Additional Resources For Financial Institutions Insurance
Discover the types of commercial insurance that banks, finance companies and other financial institutions need to protect their asset management, deposit, lending, investment and other operations.
- Banks
- Check Cashing
- Credit Union
- Currency Exchanges
- Finance Companies
- Insurance Company
- Mortgage Broker
- Specialty Financial Institutions And Services
- Specialty Insurance Services

Financial institutions, including banks and finance companies, are responsible for managing and handling large amounts of money on a daily basis. With this responsibility comes a certain level of risk and potential for financial loss due to unexpected events such as natural disasters, cyber attacks, or employee theft.
Business insurance can help protect these financial institutions from financial loss due to unexpected events. For example, a natural disaster such as a flood or earthquake could result in physical damage to a bank's property or equipment, leading to costly repairs and lost revenue. Insurance can cover these costs and help the bank get back up and running as quickly as possible.
In addition, financial institutions are also at risk for cyber attacks and data breaches. These types of incidents can lead to significant financial loss, as well as damage to the institution's reputation. Insurance can provide coverage for the costs associated with responding to a cyber attack, including legal fees, notification and credit monitoring services for affected customers, and public relations efforts to repair any damage to the institution's reputation.

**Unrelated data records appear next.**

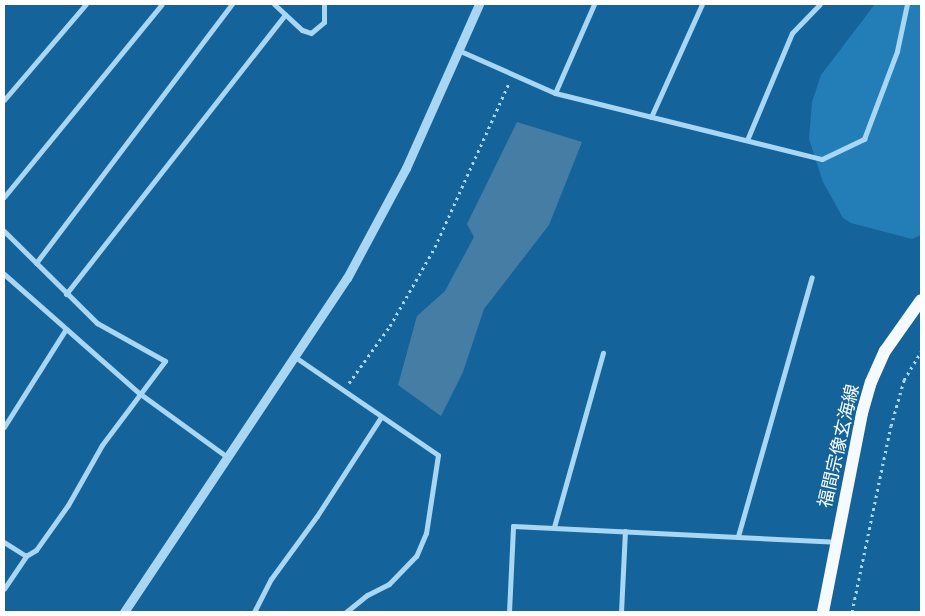 <!DOCTYPE html>
<html>
<head>
<meta charset="utf-8">
<style>
  body { margin:0 }
  #map { position:relative; width:925px; height:616px; overflow:hidden; background:#14649b; font-family:"Roboto Condensed","Noto Sans JP",sans-serif }
  div>[style] { position:absolute }
  .green>* { inset:0; background:#237eb8 }
  .water>* { inset:0; background:#457da4 }
  .path>* { height:3px; margin-top:-1.5px; transform-origin:0; background:repeating-linear-gradient(90deg,#a9d6f3 0 2.5px,transparent 0 6.5px) }
  .pedestrian>* { height:4.5px; margin:-2.25px; padding:0 2.25px; transform-origin:2.25px; border-radius:2.25px; background:#a9d6f3 }
  .minor>* { height:5px; margin:-2.5px; padding:0 2.5px; transform-origin:2.5px; border-radius:2.5px; background:#a9d6f3 }
  .tertiary>* { height:9px; margin:-4.5px; padding:0 4.5px; transform-origin:4.5px; border-radius:4.5px; background:#a9d6f3 }
  .primary>* { height:12px; margin:-6px; padding:0 6px; transform-origin:6px; border-radius:6px; background:#f5faff }
  span { translate:-50% -50%; white-space:nowrap; text-align:center; line-height:1.15; -webkit-text-stroke:4px #14649b; paint-order:stroke }
  .street-label { font-size:18px; color:#fff }
  .frame { position:absolute; inset:0; border:5px solid #fff; pointer-events:none }
</style>
</head>
<body>
<div id="map">
  <div class="green">
    <i style="clip-path:polygon(875px 4px,921px 4px,921px 235px,912px 239px,851px 223px,843px 218px,823px 182px,809px 139px,812px 102px,821px 75px)"></i>
  </div>
  <div class="water">
    <i style="clip-path:polygon(517px 122px,582px 142px,549px 225px,484px 309px,463px 372px,441px 416px,398px 385px,417px 316px,445px 291px,474px 237px,467px 224px)"></i>
  </div>
  <div class="path">
    <i style="left:349px;top:383px;width:70px;rotate:-54.3deg"></i>
    <i style="left:390px;top:326px;width:91px;rotate:-60.3deg"></i>
    <i style="left:435px;top:247px;width:180px;rotate:-65.7deg"></i>
    <i style="left:852px;top:612px;width:190px;rotate:-78.2deg"></i>
    <i style="left:891px;top:426px;width:48px;rotate:-74.2deg"></i>
    <i style="left:904px;top:380px;width:33px;rotate:-59deg"></i>
  </div>
  <div class="pedestrian">
    <i style="left:4px;top:589px;width:40px;rotate:-56deg"></i>
  </div>
  <div class="minor">
    <i style="left:274px;top:4px;width:38px;rotate:43deg"></i>
    <i style="left:302px;top:30px;width:9px;rotate:18deg"></i>
    <i style="left:311px;top:33px;width:17px;rotate:-40deg"></i>
    <i style="left:324px;top:22px;width:18px;rotate:-90deg"></i>
    <i style="left:458px;top:50px;width:106px;rotate:23.9deg"></i>
    <i style="left:555px;top:93px;width:275px;rotate:13.9deg"></i>
    <i style="left:822px;top:159px;width:47px;rotate:-25.5deg"></i>
    <i style="left:864px;top:139px;width:94px;rotate:-69.4deg"></i>
    <i style="left:897px;top:51px;width:48px;rotate:-78deg"></i>
    <i style="left:555px;top:93px;width:97px;rotate:-66.3deg"></i>
    <i style="left:4px;top:100px;width:126px;rotate:-49.5deg"></i>
    <i style="left:651px;top:117px;width:124px;rotate:-65.7deg"></i>
    <i style="left:747px;top:140px;width:116px;rotate:-67.2deg"></i>
    <i style="left:792px;top:33px;width:40px;rotate:-46deg"></i>
    <i style="left:4px;top:197px;width:249px;rotate:-50.7deg"></i>
    <i style="left:4px;top:231px;width:131px;rotate:44.7deg"></i>
    <i style="left:97px;top:323px;width:78px;rotate:29.2deg"></i>
    <i style="left:165px;top:361px;width:105px;rotate:126.9deg"></i>
    <i style="left:102px;top:445px;width:69px;rotate:119.5deg"></i>
    <i style="left:68px;top:505px;width:55px;rotate:125.4deg"></i>
    <i style="left:36px;top:550px;width:12px;rotate:149deg"></i>
    <i style="left:26px;top:556px;width:26px;rotate:-148deg"></i>
    <i style="left:36px;top:263px;width:325px;rotate:-52.9deg"></i>
    <i style="left:4px;top:274px;width:180px;rotate:41.4deg"></i>
    <i style="left:139px;top:393px;width:109px;rotate:36deg"></i>
    <i style="left:66px;top:294px;width:355px;rotate:-51.9deg"></i>
    <i style="left:295px;top:357px;width:173px;rotate:34.4deg"></i>
    <i style="left:438px;top:455px;width:79px;rotate:98.7deg"></i>
    <i style="left:426px;top:533px;width:25px;rotate:113deg"></i>
    <i style="left:416px;top:556px;width:39px;rotate:134deg"></i>
    <i style="left:389px;top:584px;width:25px;rotate:153deg"></i>
    <i style="left:367px;top:595px;width:27px;rotate:141deg"></i>
    <i style="left:4px;top:427px;width:116px;rotate:-57.7deg"></i>
    <i style="left:554px;top:527px;width:181px;rotate:-74.3deg"></i>
    <i style="left:738px;top:536px;width:269px;rotate:-74.1deg"></i>
    <i style="left:254px;top:612px;width:37px;rotate:-63deg"></i>
    <i style="left:271px;top:579px;width:78px;rotate:-53.9deg"></i>
    <i style="left:317px;top:516px;width:118px;rotate:-57.1deg"></i>
    <i style="left:509px;top:612px;width:86px;rotate:-87.3deg"></i>
    <i style="left:513px;top:526px;width:323px;rotate:2.8deg"></i>
    <i style="left:621px;top:612px;width:81px;rotate:-87.2deg"></i>
  </div>
  <div class="tertiary">
    <i style="left:124px;top:612px;width:402px;rotate:-56.3deg"></i>
    <i style="left:347px;top:278px;width:125px;rotate:-61.8deg"></i>
    <i style="left:406px;top:168px;width:180px;rotate:-66deg"></i>
  </div>
  <div class="primary">
    <i style="left:823px;top:612px;width:203px;rotate:-78.9deg"></i>
    <i style="left:862px;top:413px;width:32px;rotate:-74deg"></i>
    <i style="left:871px;top:382px;width:34px;rotate:-66deg"></i>
    <i style="left:885px;top:351px;width:62px;rotate:-54.8deg"></i>
  </div>
  <div class="street-label">
    <span style="left:839px;top:446px;rotate:-77deg">福間宗像玄海線</span>
  </div>
  <div class="frame"></div>
</div>
</body>
</html>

Finally, financial institutions must also consider the risk of employee theft or fraud. Commercial insurance can provide coverage for losses due to employee dishonesty, helping to protect the institution's financial stability and reputation.

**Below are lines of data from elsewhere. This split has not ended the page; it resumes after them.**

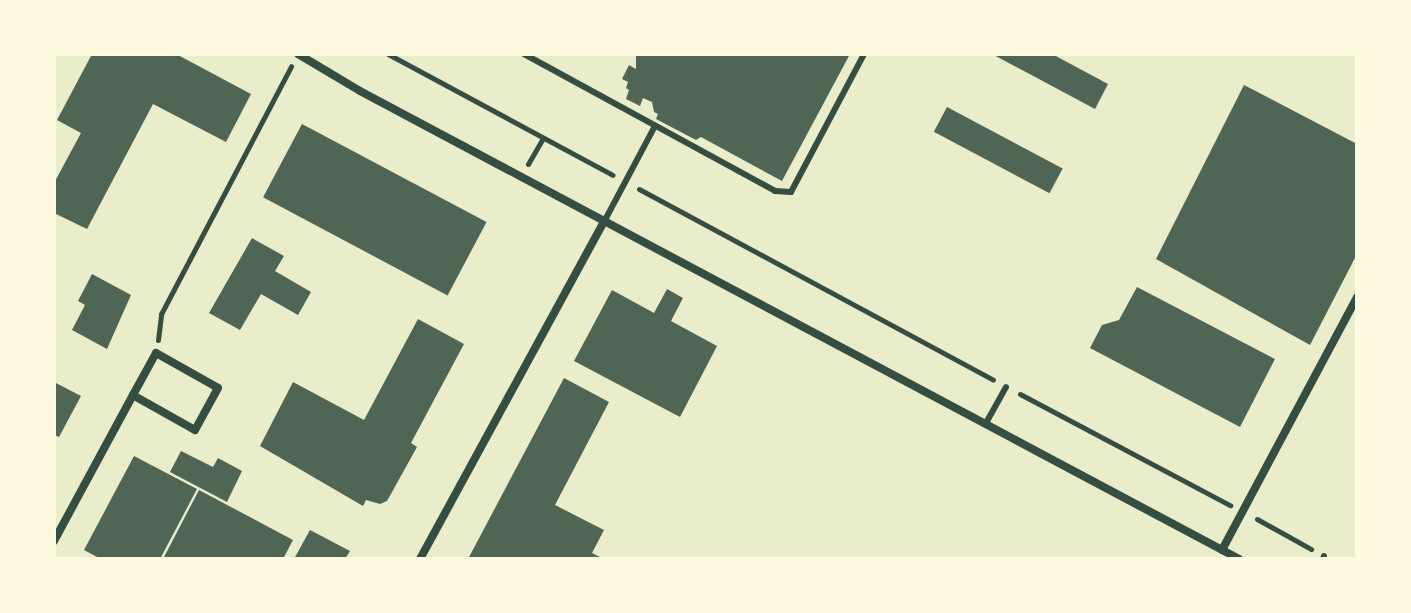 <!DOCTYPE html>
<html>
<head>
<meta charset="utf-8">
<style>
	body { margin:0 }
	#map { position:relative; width:1411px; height:613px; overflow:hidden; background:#e9edc9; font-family:Signika,sans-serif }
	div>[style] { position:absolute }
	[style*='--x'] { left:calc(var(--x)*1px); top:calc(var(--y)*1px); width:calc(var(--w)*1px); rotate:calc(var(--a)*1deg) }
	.building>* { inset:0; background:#4f6655; transform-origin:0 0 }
	.path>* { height:5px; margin:-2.5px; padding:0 2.5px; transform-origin:2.5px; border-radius:2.5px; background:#344e41 }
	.service>* { height:6px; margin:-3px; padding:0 3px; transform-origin:3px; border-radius:3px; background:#344e41 }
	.minor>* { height:8px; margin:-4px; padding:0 4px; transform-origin:4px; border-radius:4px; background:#344e41 }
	span { translate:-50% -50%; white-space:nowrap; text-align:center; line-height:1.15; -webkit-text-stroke:6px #fefae0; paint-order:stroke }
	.frame { position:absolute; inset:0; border:56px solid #fefae0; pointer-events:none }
</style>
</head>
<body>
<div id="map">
	<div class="building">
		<i style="clip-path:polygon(92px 54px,176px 54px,251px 94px,226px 142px,153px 104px,87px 229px,54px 213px,54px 183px,81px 133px,57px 120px)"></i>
		<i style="clip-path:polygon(636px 54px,850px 54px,782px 181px,701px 137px,696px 140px,656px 119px,658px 114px,654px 112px,652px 102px,643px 98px,640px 106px,626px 99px,629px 90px,626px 88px,628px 82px,622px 79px,629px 65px,636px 69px)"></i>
		<i style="clip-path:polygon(992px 54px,1052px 54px,1108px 84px,1095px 109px)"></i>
		<i style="clip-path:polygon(1244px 85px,1357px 144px,1357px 254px,1310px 345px,1156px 259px)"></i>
		<i style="left:947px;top:107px;width:131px;height:28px;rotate:28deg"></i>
		<i style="left:302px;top:124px;width:209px;height:83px;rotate:28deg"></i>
		<i style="clip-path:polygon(252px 238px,284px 256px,275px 271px,311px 292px,298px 315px,261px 294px,240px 330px,209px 313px)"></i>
		<i style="clip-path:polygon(92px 274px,131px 295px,107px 349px,72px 330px,85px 305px,78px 301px)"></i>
		<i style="clip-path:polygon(1137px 287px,1275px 359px,1240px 427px,1090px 348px,1102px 325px,1119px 320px)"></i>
		<i style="clip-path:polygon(667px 289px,683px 298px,671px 321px,717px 346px,680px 417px,574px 361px,612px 290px,654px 313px)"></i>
		<i style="clip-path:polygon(418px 319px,464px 344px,411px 443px,417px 447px,387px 501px,380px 504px,366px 500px,363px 506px,260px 446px,293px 382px,364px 420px)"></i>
		<i style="clip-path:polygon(564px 378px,609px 402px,555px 505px,604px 530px,592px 553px,604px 559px,468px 559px)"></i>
		<i style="clip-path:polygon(54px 382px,81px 396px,59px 437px,54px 435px)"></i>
		<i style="clip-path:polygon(181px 451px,213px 467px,218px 458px,242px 471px,227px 502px,170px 472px)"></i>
		<i style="clip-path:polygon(134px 456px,197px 489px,160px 559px,101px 559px,84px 550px)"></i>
		<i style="clip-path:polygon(199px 490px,293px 540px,283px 559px,163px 559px)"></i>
		<i style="clip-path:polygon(310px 530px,350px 551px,345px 559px,294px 559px)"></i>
	</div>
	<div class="path">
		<i style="--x:388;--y:54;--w:255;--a:28.3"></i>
		<i style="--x:528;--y:164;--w:30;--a:-60"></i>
		<i style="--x:639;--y:189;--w:402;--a:28.3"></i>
		<i style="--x:158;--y:340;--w:26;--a:-83"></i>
		<i style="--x:161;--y:314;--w:280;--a:-62.3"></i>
		<i style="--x:1020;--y:394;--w:238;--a:27.9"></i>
		<i style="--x:1257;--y:519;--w:62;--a:29.1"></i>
	</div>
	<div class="service">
		<i style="--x:524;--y:54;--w:286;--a:28.6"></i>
		<i style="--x:775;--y:191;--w:16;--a:4"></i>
		<i style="--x:791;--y:192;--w:156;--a:-62.1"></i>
		<i style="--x:605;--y:220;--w:106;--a:-62"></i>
		<i style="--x:986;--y:423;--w:41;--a:-60.9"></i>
		<i style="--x:1323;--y:559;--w:3;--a:-72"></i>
	</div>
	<div class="minor">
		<i style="--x:298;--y:54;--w:72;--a:30.8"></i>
		<i style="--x:360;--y:91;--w:996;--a:28.03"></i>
		<i style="--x:156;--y:353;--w:71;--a:29.4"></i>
		<i style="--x:218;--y:388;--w:48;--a:118.7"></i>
		<i style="--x:195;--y:430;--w:71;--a:-150.6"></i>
		<i style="--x:133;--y:395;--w:48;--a:-61.3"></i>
		<i style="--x:54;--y:541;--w:166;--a:-61.6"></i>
		<i style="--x:1222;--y:550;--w:287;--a:-61.9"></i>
		<i style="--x:420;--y:559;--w:386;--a:-61.4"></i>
	</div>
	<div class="frame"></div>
</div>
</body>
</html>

In summary, financial institutions have a lot at stake when it comes to protecting their assets and reputation. Commercial insurance can help mitigate the risk of financial loss due to unexpected events, ensuring that these institutions are able to continue serving their customers and fulfilling their financial responsibilities.

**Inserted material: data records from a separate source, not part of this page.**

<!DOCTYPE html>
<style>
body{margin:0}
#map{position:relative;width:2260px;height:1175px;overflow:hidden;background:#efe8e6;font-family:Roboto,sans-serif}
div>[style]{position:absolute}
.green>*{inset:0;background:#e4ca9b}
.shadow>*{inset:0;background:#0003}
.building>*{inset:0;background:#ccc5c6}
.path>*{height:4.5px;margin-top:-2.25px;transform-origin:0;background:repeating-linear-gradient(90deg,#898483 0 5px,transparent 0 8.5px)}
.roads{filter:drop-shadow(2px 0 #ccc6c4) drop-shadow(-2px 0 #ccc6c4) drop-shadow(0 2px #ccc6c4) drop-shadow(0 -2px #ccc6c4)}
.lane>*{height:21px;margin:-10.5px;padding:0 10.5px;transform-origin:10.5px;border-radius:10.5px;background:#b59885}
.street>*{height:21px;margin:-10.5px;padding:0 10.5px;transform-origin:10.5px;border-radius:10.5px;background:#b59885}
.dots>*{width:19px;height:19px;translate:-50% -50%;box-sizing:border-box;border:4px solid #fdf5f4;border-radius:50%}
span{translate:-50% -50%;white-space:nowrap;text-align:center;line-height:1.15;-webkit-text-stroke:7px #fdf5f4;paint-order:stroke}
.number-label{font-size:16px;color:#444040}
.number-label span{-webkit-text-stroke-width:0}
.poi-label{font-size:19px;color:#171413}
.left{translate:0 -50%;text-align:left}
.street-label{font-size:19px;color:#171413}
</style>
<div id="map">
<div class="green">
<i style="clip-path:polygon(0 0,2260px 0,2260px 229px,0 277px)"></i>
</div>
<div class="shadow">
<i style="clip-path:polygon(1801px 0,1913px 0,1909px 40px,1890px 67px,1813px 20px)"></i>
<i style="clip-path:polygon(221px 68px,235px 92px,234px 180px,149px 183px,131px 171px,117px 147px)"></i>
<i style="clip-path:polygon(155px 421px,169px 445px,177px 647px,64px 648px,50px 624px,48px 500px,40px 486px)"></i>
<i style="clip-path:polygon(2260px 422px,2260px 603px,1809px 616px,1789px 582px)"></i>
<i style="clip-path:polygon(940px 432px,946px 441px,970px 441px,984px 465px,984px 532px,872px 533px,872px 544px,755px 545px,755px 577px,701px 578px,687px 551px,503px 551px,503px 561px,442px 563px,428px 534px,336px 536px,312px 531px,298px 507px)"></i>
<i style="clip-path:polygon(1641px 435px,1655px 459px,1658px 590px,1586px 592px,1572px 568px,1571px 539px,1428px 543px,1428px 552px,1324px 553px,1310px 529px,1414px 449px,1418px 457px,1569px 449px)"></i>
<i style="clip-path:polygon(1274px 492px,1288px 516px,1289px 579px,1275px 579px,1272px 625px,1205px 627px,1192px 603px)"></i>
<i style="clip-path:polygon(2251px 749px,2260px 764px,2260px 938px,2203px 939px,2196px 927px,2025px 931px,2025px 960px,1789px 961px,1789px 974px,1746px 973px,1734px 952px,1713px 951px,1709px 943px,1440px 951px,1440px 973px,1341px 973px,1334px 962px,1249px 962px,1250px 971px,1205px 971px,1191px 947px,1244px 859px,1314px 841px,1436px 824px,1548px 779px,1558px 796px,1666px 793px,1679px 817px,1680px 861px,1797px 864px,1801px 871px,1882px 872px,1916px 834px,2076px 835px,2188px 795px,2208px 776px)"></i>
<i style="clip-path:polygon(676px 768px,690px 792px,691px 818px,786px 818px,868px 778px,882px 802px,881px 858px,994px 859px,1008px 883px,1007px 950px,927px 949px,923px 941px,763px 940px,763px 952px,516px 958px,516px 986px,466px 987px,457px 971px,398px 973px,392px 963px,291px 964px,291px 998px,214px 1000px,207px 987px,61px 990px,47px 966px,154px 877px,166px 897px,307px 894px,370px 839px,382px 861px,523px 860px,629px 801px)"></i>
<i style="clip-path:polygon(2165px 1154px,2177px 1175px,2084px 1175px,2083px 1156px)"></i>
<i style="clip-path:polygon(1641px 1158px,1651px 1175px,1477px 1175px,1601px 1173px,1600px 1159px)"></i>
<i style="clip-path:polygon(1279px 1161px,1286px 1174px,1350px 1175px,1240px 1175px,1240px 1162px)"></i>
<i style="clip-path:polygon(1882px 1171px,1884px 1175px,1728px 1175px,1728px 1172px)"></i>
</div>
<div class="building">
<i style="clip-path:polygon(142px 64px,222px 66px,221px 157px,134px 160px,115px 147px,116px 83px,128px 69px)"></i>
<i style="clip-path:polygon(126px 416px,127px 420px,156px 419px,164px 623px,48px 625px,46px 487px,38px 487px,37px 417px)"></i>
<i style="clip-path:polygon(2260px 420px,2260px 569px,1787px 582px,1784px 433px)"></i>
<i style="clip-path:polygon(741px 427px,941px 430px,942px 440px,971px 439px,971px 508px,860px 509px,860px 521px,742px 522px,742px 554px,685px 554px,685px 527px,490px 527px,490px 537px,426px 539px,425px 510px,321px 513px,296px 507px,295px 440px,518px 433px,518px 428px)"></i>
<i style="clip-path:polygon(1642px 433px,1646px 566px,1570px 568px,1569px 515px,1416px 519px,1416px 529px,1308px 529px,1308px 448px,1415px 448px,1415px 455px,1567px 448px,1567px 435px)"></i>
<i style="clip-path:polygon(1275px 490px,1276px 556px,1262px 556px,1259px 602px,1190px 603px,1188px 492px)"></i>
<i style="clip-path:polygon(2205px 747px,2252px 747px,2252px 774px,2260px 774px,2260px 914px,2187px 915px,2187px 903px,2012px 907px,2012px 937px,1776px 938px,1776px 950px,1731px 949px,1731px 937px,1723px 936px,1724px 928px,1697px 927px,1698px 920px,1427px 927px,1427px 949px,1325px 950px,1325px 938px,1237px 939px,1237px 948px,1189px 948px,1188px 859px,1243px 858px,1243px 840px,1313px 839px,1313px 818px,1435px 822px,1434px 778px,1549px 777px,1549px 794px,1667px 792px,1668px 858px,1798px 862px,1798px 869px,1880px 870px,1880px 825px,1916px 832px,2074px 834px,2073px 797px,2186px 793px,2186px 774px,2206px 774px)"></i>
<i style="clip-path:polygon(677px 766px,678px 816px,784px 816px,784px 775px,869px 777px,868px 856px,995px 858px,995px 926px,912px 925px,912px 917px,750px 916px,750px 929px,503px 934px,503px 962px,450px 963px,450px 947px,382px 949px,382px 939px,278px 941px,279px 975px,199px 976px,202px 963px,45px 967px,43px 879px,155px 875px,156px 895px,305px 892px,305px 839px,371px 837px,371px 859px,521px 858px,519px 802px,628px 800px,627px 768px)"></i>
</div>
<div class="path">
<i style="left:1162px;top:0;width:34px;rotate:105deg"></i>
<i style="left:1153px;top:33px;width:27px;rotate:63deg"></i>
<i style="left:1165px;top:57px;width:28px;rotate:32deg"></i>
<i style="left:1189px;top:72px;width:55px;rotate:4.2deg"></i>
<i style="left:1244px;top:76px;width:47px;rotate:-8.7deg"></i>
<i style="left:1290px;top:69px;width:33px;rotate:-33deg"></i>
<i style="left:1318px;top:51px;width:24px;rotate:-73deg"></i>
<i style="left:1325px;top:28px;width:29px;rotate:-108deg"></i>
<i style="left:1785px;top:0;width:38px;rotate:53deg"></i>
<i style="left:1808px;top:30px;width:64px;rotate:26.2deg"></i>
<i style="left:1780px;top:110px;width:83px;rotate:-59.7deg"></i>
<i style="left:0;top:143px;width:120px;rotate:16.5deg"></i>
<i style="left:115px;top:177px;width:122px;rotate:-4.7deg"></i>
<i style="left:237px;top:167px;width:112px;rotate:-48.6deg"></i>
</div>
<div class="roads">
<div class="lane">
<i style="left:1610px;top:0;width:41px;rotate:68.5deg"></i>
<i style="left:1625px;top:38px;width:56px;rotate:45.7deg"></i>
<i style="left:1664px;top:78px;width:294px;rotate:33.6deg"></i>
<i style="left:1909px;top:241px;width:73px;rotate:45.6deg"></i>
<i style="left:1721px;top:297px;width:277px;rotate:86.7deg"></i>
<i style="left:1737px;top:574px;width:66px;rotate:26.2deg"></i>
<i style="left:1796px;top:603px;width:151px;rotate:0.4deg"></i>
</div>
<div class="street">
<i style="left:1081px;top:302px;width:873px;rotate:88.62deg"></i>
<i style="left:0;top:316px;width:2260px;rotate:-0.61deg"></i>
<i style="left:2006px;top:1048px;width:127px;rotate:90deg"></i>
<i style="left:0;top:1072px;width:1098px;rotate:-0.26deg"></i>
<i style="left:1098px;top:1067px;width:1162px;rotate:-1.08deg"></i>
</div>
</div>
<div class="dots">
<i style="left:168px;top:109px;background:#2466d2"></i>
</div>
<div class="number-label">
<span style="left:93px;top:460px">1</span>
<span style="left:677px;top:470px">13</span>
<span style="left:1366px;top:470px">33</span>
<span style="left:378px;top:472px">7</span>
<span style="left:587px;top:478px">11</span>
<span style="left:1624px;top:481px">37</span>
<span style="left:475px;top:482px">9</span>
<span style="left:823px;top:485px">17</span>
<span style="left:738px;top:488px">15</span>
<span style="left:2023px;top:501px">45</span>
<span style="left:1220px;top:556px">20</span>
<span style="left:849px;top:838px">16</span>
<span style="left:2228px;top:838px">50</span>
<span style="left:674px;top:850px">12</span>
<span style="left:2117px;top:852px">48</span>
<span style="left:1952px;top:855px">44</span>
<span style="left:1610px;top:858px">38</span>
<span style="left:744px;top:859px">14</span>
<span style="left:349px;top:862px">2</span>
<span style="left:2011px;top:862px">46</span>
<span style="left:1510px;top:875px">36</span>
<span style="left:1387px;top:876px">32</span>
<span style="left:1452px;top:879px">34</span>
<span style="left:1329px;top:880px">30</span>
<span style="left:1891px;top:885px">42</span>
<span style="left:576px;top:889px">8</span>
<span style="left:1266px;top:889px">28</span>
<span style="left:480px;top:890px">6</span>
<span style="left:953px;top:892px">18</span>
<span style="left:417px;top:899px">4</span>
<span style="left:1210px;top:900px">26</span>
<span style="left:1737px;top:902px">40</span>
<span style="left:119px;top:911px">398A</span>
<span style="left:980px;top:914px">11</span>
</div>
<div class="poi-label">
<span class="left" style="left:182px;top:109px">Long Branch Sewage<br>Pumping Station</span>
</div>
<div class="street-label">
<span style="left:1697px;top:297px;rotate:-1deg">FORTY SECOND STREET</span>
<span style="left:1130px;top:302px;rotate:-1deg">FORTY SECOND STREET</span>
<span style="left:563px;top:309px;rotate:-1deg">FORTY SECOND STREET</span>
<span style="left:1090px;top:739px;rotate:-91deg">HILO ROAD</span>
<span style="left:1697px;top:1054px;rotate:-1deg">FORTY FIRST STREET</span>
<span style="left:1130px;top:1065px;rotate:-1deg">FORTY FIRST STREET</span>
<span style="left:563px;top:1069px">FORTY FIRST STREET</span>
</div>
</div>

Minimum recommended small business insurance coverage: Business Personal Property, Extra Expense, Equipment Breakdown, Financial Institutions Bond, Accounts Receivable, Computers, Valuable Papers and Records, General Liability, Directors' and Officers' Liability, Employee Benefits, Fiduciary Liability, Professional, Umbrella, Hired and Non-Owned Auto, Workers Compensation & Surety Bonds.
Other commercial insurance policies to consider: Buildings, Earthquake, Flood, Leasehold Interest, Real Property Legal Liability, Computer Fraud, Extortion, Fine Arts, Signs, Cyber Liability, Employment-related Practices, Law Enforcement Professional, Business Auto Liability and Physical Damage And Stop Gap Liability.